Another stimulus waveform that was used to distinguish this type of visual plasticity as either frequency or period tuning was a repetitive velocity step set to different half cycle widths (4 and 12 s in Fig. 9A). When these "asymmetric" stimuli were first presented, OKRe and OKRd eye velocity were appropriately normal for the length of time of each half cycle (Fig. 9A, top). After 3 h of training, eye velocity increased in amplitude to 16°/s in both the 4 s and 12 s directions (Fig. 9A, middle). When the 4/12 s cycle was extended to a temporally symmetrical 16-s cycle, 0.031 Hz (Fig. 9A, bottom), eye velocity was 16°/s for the 4-s training direction then decreased to 10°/s for the remainder of the cycle. After 12 s, in the other direction, eye velocity decreased toward 0. Six different asymmetric training paradigms were measured, ranging from 2/12 to 6/8 s, and in every case, the results suggested that periods of visual training and not an average frequency were acquired.

The most defining stimulus waveform used to distinguish period from frequency tuning was a velocity step with a random delay inserted between each cycle (Fig. 9B, top and middle). The stimulus was presented at either 0.125 Hz or 0.063 Hz with the planetarium stationary at 0°/s for 2-8 s between each cycle (see arrows, Fig. 9B, top and middle). Control eye velocity, during both half cycles was asymmetric (4 and 8°/s; see Fig. 9B, top) and increased after 3 h of training with the random delay paradigm to 12 and 16°/s, respectively (Fig. 9B, middle). This random delay stimulus demonstrated that a repetitive stimulus cycle was not required for period tuning. The asymmetry in eye velocity was due to eye velocity starting from rest at stimulus onset but from a higher velocity during the directional change. The predictive decline at the end of the stimulus cycle was present in both directions but more obvious to the right (Fig. 9B, middle). A 32-s cycle (0.031 Hz) stimulus showed predictive eye velocity changes (Fig. 9B, bottom) similar to those seen with the symmetrical velocity step visual stimulus; however, the asymmetry in amplitude persisted (arrow in Fig. 9B, bottom).

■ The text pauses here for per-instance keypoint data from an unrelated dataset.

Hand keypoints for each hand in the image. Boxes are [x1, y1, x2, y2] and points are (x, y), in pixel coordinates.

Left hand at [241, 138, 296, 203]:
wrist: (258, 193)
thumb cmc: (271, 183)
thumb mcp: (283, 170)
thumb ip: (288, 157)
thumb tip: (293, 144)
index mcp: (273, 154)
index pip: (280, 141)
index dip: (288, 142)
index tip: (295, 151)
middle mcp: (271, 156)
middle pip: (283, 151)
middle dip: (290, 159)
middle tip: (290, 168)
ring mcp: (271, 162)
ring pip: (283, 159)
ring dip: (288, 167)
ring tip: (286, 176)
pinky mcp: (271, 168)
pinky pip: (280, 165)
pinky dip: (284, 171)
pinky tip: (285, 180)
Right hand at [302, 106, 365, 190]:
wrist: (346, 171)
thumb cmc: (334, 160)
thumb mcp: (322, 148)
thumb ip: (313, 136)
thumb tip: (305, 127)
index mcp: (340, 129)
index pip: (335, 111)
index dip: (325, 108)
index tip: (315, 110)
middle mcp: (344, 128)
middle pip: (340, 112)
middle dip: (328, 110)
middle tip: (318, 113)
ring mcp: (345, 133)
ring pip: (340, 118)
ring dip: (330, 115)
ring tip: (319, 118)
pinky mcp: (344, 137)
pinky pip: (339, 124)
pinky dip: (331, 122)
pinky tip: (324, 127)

Because predictive eye velocity changes occurred with a randomly displayed stimulus and a stimulus of different durations, the important parameter for tuning appears to be the length of time (i.e., the period) of stimulus presentation and not the frequency. Hence, these data suggest that the central pattern generator was not simply acquiring a repetitive frequency, but a completely patterned stimulus, which, in all cases, exhibited a definite length of time (i.e., a temporal encoder).

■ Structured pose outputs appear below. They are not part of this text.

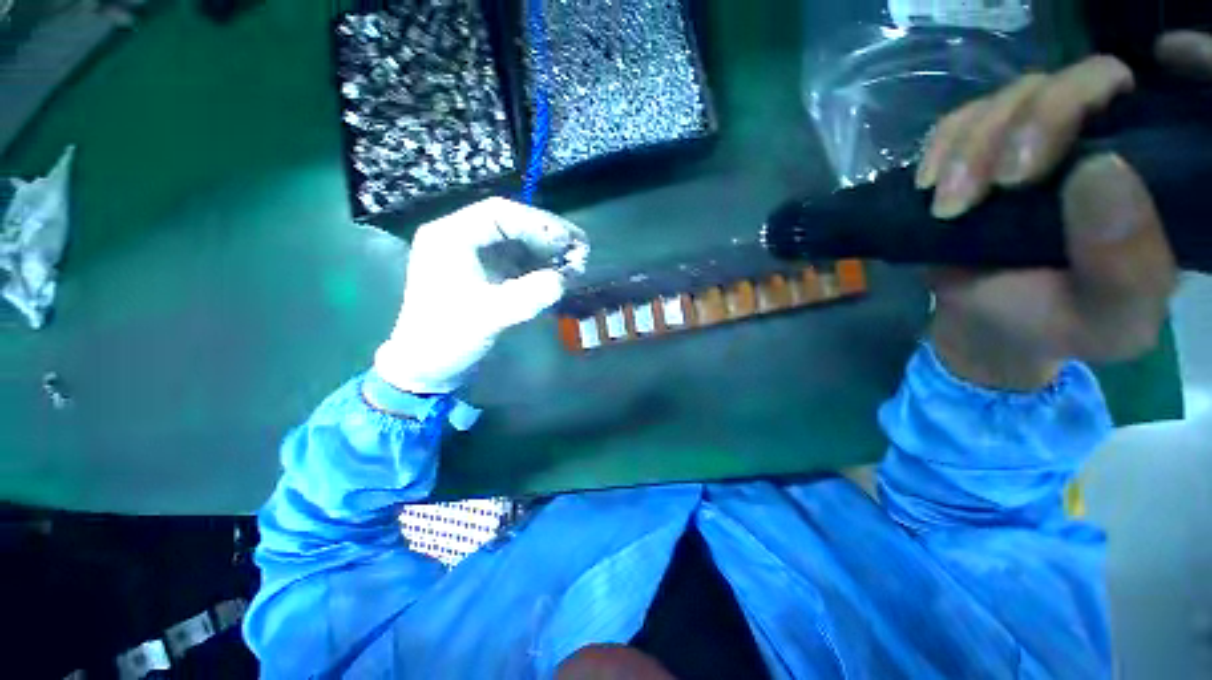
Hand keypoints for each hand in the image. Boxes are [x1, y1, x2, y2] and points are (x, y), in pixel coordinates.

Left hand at [374, 197, 588, 394]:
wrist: (429, 366)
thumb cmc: (447, 339)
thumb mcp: (487, 318)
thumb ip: (526, 297)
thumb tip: (562, 280)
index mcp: (450, 237)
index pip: (499, 213)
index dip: (538, 224)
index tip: (568, 241)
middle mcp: (462, 238)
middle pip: (513, 224)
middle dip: (548, 237)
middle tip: (581, 251)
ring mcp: (476, 256)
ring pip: (519, 242)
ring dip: (548, 252)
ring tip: (575, 265)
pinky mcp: (487, 273)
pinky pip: (519, 261)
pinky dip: (541, 266)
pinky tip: (559, 276)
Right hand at [912, 33, 1211, 389]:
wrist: (988, 322)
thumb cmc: (1058, 323)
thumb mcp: (1110, 319)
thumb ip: (1126, 265)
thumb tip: (1099, 168)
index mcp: (1159, 174)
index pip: (1170, 97)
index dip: (1178, 67)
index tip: (1131, 92)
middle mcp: (1108, 137)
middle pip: (1082, 78)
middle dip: (1035, 122)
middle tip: (1002, 184)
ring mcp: (1040, 137)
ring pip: (1015, 94)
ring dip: (973, 147)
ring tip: (949, 206)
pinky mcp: (984, 148)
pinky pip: (961, 118)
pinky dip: (942, 146)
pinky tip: (929, 185)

Adaptation in freely swimming goldfish

To establish that the conditioning visuomotor paradigm was independent of head restraint and inducible in the presence of angular VOR, animals were trained while freely swimming in the observation tank (Fig. 9C). Eye velocity measurements were obtained before and after visual training with the head restrained. The training stimulus utilized was 0.062-Hz, 16-s period, visual step, ±24°/s. Presentation of velocity step visual stimuli (0.031-0.125 Hz) produced a distinct whole body optomotor response for 1 h (eye movements were observed but not measured). Within 3 h, body motion had ceased and the animals gently rocked back and forth at the training frequency (not illustrated). In all experiments, OKRe and OKRd eye velocity (Fig. 9C, top and middle) after training was similar to the changes observed in those animals trained with head restrained. OKR gain increased from 0.6 to 1.0 and eye velocity decreased at the end of the stimulus cycle. Period tuning appeared little different from that observed in restrained animals (Fig. 9C, middle and bottom). VOR gain also was increased. These data suggest that visuomotor plasticity is a natural adaptive response to environmental manipulation.

Oscillations in eye velocity

After completion of visuomotor training using any combination of experimental paradigms, a low-amplitude eye velocity was generated at the training period in the dark (Figs. 10D and 8, D and G). Another type of oscillation became prominent in all experiments after visuomotor training. This oscillation was fixed at a frequency of 2.4 Hz (0.114SE, n = 15) and was extinguished entirely when the lights were turned off (Fig. 10D). In naive healthy fish, oscillations in eye movements in the light or dark during the normal rhythm of the spontaneous saccades were not found before training (Fig. 10, A and B). The 2.4-Hz oscillation was measured by recording the time between peaks of multiple cycles and calculating individual cycle frequency (, Fig. 10C). Averaging the eye velocity traces in the light by triggering off the fast phases showed that the 2.4-Hz oscillation clearly was constant during saccade free intervals (_Ave, Fig. 10, C and D). This suggests that the eye velocity oscillation and saccadic generator are linked together; however, whether saccades act to reset, or are just in phase with, the oscillations was not established. To determine if the 2.4-Hz oscillation was conjugate and symmetrical, right and left eye positions were subtracted in the light and dark after training (E_diff, Fig. 10, C and D). The resultant eye position traces canceled out suggesting that the oscillation might be generated by a single central source.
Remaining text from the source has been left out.